RECORDS PROVIDED ->
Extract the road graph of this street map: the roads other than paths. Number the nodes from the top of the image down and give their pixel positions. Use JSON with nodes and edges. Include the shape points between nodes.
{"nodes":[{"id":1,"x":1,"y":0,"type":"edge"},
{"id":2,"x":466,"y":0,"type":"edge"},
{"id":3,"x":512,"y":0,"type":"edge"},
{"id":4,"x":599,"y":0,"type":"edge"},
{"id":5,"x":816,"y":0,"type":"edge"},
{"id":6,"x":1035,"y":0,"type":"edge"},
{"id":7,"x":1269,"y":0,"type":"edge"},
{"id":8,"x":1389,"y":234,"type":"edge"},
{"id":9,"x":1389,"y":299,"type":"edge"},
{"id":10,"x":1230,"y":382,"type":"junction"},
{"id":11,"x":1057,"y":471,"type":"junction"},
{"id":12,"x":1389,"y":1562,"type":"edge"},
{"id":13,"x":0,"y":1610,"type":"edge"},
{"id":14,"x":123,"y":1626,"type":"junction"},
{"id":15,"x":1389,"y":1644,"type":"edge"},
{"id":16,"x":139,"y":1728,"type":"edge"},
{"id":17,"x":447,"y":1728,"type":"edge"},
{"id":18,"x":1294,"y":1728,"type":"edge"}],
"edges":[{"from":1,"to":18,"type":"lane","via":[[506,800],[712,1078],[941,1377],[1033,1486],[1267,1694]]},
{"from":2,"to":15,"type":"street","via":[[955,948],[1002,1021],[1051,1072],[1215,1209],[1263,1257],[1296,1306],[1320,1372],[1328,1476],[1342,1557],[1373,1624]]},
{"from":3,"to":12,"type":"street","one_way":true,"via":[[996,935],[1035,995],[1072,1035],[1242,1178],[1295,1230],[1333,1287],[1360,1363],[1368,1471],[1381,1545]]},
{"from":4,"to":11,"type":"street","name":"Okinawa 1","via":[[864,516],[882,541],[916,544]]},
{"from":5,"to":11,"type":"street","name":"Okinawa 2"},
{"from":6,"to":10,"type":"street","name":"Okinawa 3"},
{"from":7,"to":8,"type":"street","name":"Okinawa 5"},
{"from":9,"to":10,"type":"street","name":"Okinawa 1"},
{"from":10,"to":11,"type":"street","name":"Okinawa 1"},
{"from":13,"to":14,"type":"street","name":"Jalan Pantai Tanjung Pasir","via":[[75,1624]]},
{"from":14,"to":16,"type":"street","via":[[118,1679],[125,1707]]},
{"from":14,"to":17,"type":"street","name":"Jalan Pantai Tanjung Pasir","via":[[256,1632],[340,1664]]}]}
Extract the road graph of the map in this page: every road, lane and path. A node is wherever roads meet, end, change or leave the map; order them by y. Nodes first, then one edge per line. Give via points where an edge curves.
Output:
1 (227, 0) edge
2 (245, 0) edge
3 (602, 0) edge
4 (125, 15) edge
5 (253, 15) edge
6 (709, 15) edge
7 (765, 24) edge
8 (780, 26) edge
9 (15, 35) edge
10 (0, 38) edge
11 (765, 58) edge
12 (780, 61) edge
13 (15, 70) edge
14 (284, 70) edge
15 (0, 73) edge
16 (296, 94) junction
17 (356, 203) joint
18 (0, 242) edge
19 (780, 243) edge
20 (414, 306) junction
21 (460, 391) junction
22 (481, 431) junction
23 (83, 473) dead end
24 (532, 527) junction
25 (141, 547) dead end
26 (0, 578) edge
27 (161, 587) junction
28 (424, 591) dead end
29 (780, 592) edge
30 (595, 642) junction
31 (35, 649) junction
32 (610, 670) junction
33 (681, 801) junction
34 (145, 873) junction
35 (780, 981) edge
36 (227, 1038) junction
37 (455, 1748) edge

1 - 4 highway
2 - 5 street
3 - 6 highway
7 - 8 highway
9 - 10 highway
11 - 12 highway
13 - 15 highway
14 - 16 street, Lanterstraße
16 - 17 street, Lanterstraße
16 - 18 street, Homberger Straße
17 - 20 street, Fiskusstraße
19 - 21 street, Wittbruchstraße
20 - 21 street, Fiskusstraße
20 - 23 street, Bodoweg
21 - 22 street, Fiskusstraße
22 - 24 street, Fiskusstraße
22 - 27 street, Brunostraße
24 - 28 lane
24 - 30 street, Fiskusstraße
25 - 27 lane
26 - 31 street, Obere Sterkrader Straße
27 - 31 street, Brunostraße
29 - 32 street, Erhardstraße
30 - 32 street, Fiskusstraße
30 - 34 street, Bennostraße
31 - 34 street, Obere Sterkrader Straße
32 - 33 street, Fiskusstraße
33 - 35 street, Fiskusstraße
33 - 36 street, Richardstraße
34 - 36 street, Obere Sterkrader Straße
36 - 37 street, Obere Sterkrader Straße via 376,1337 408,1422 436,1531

EXERCISE BRIEF ->
Count every line of the entries that includes "highway", and say the number alone.

SOLUTION BELOW ->
6